What to work on: Check each line below for the word "canvas". How many have it? Answer with the number only.

[Stored items]
▽

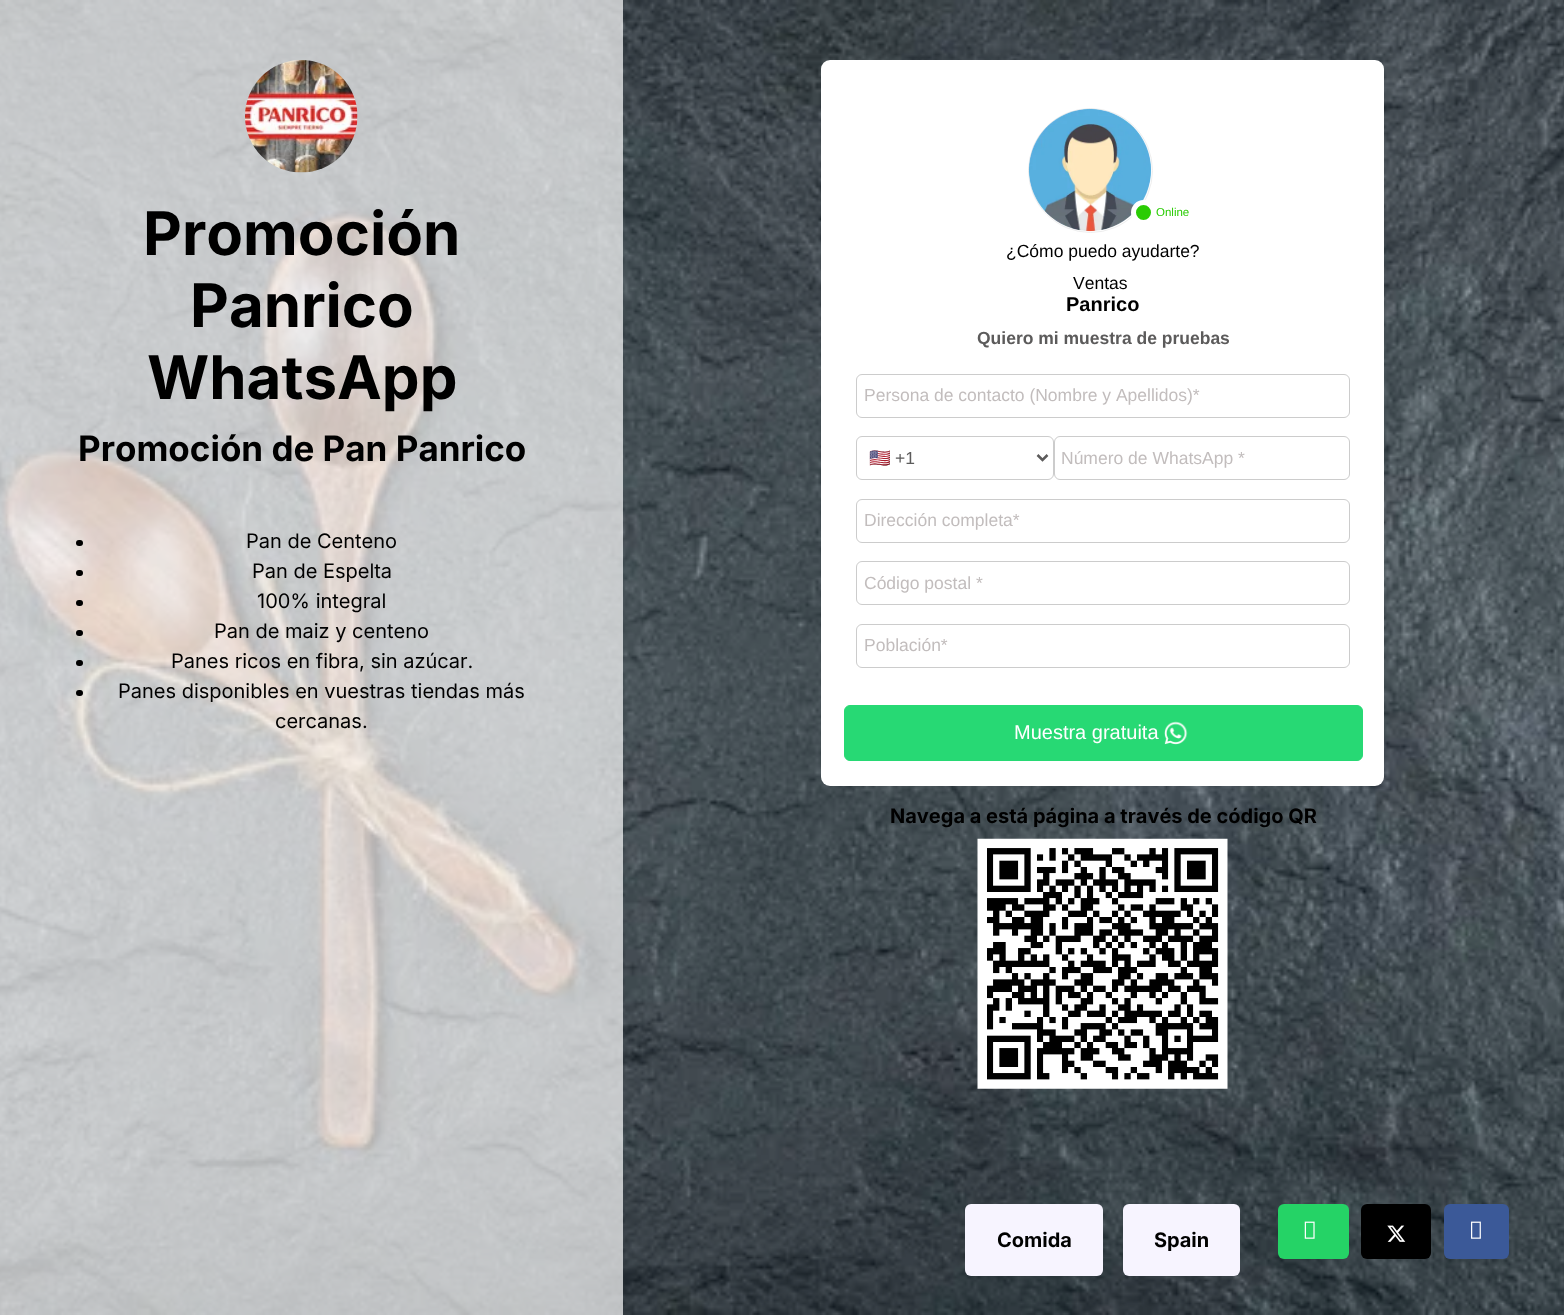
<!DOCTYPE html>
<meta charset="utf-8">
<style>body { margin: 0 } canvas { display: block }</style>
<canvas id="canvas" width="1564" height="1315"></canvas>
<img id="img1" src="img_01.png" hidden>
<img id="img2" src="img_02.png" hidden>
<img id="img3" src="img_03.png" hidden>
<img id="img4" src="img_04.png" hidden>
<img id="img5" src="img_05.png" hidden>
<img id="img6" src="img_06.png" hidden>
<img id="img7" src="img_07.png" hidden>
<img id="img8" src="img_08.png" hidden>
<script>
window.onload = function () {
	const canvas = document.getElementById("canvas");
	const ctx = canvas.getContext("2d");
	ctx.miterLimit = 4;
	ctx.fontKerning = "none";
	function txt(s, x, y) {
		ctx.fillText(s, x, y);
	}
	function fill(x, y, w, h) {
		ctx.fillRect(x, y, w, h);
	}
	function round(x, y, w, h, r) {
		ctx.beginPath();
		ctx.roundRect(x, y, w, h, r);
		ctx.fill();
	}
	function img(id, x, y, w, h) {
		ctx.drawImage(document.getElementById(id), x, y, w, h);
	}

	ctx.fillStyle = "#FFFFFF";
	fill(0, 0, 1564, 1315);
	img("img1", 0, 0, 1564, 1315);
	ctx.fillStyle = "rgba(255, 255, 255, 0.7)";
	fill(0, 0, 623, 1315);
	img("img2", 245, 60, 113, 113);
	ctx.fillStyle = "#000000";
	round(76, 540, 7, 6, 3);
	round(76, 570, 7, 6, 3);
	round(76, 600, 7, 6, 3);
	round(76, 630, 7, 6, 3);
	round(76, 660, 7, 6, 3);
	round(76, 690, 7, 6, 3);
	ctx.fillStyle = "#FFFFFF";
	round(821, 60, 563, 726, 9);
	ctx.beginPath();
	ctx.arc(1090.5, 170.5, 62, 0, Math.PI * 2);
	ctx.strokeStyle = "#EEEEEE";
	ctx.stroke();
	img("img3", 1028, 108, 124, 124);
	ctx.fillStyle = "#2ACC04";
	ctx.beginPath();
	ctx.arc(1143.5, 212.5, 10, 0, Math.PI * 2);
	ctx.fill();
	ctx.strokeStyle = "#FFFFFF";
	ctx.lineWidth = 5;
	ctx.stroke();
	ctx.beginPath();
	ctx.roundRect(856.5, 374.5, 493, 43, 5.5);
	ctx.strokeStyle = "#CCCCCC";
	ctx.lineWidth = 1;
	ctx.stroke();
	ctx.beginPath();
	ctx.roundRect(856.5, 436.5, 197, 43, 5.5);
	ctx.stroke();
	ctx.beginPath();
	ctx.moveTo(1037.5, 455);
	ctx.lineTo(1042.5, 460);
	ctx.lineTo(1047.5, 455);
	ctx.strokeStyle = "#5C5B5B";
	ctx.lineWidth = 2.5;
	ctx.stroke();
	ctx.beginPath();
	ctx.roundRect(1054.5, 436.5, 295, 43, 5.5);
	ctx.strokeStyle = "#CCCCCC";
	ctx.lineWidth = 1;
	ctx.stroke();
	ctx.beginPath();
	ctx.roundRect(856.5, 499.5, 493, 43, 5.5);
	ctx.stroke();
	ctx.beginPath();
	ctx.roundRect(856.5, 561.5, 493, 43, 5.5);
	ctx.stroke();
	ctx.beginPath();
	ctx.roundRect(856.5, 624.5, 493, 43, 5.5);
	ctx.stroke();
	ctx.fillStyle = "#27D974";
	ctx.beginPath();
	ctx.roundRect(844.5, 705.5, 518, 55, 5.5);
	ctx.fill();
	ctx.strokeStyle = "#27D974";
	ctx.stroke();
	img("img4", 1164, 721, 24, 24);
	img("img5", 977, 838, 251, 251);
	ctx.fillStyle = "#F7F4FF";
	round(965, 1204, 138, 72, 6);
	round(1123, 1204, 117, 72, 6);
	ctx.fillStyle = "#25D366";
	round(1278, 1204, 71, 55, 6);
	img("img6", 1304, 1221, 11, 18);
	ctx.fillStyle = "#000000";
	round(1361, 1204, 70, 55, 6);
	img("img7", 1387, 1225, 19, 17);
	ctx.fillStyle = "#3B5998";
	round(1444, 1204, 65, 55, 6);
	img("img8", 1471, 1221, 10, 18);
	ctx.font = "bold 60px Inter";
	ctx.fillStyle = "#000000";
	txt("Promoción", 143, 255);
	txt("Panrico", 190, 327);
	txt("WhatsApp", 147, 399);
	ctx.font = "bold 35px Inter";
	txt("Promoción de Pan Panrico", 78, 461);
	ctx.font = "20px Inter";
	txt("Pan de Centeno", 246, 548);
	txt("Pan de Espelta", 252, 578);
	txt("100% integral", 257, 608);
	txt("Pan de maiz y centeno", 214, 638);
	txt("Panes ricos en fibra, sin azúcar.", 171, 668);
	txt("Panes disponibles en vuestras tiendas más", 118, 698);
	txt("cercanas.", 275, 728);
	ctx.font = "11.5px Liberation Sans";
	ctx.fillStyle = "#2ACC04";
	txt("Online", 1156, 216);
	ctx.font = "17.5px Liberation Sans";
	ctx.fillStyle = "#000000";
	txt("¿Cómo puedo ayudarte?", 1006, 257);
	txt("Ventas", 1073, 289);
	ctx.font = "bold 20px Liberation Sans";
	txt("Panrico", 1066, 311);
	ctx.font = "bold 17.5px Liberation Sans";
	ctx.fillStyle = "#5C5B5B";
	txt("Quiero mi muestra de pruebas", 977, 344);
	ctx.font = "17.5px Liberation Sans";
	ctx.fillStyle = "#C2BDBD";
	txt("Persona de contacto (Nombre y Apellidos)*", 864, 401);
	ctx.save();
	ctx.beginPath();
	ctx.rect(869, 446, 157, 23);
	ctx.clip();
	ctx.font = "17.5px Noto Color Emoji";
	ctx.fillStyle = "#5C5B5B";
	txt("🇺🇸", 869, 464);
	ctx.restore();
	ctx.fillStyle = "#5C5B5B";
	txt("+1", 895, 464);
	ctx.fillStyle = "#C2BDBD";
	txt("Número de WhatsApp *", 1061, 464);
	txt("Dirección completa*", 864, 526);
	txt("Código postal *", 864, 589);
	txt("Población*", 864, 651);
	ctx.font = "20px Liberation Sans";
	ctx.fillStyle = "#FFFFFF";
	txt("Muestra gratuita", 1014, 739);
	ctx.font = "bold 20px Inter";
	ctx.fillStyle = "#000000";
	txt("Navega a está página a través de código QR", 890, 823);
	txt("Comida", 997, 1247);
	txt("Spain", 1154, 1247);
};
</script>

△

Response: 4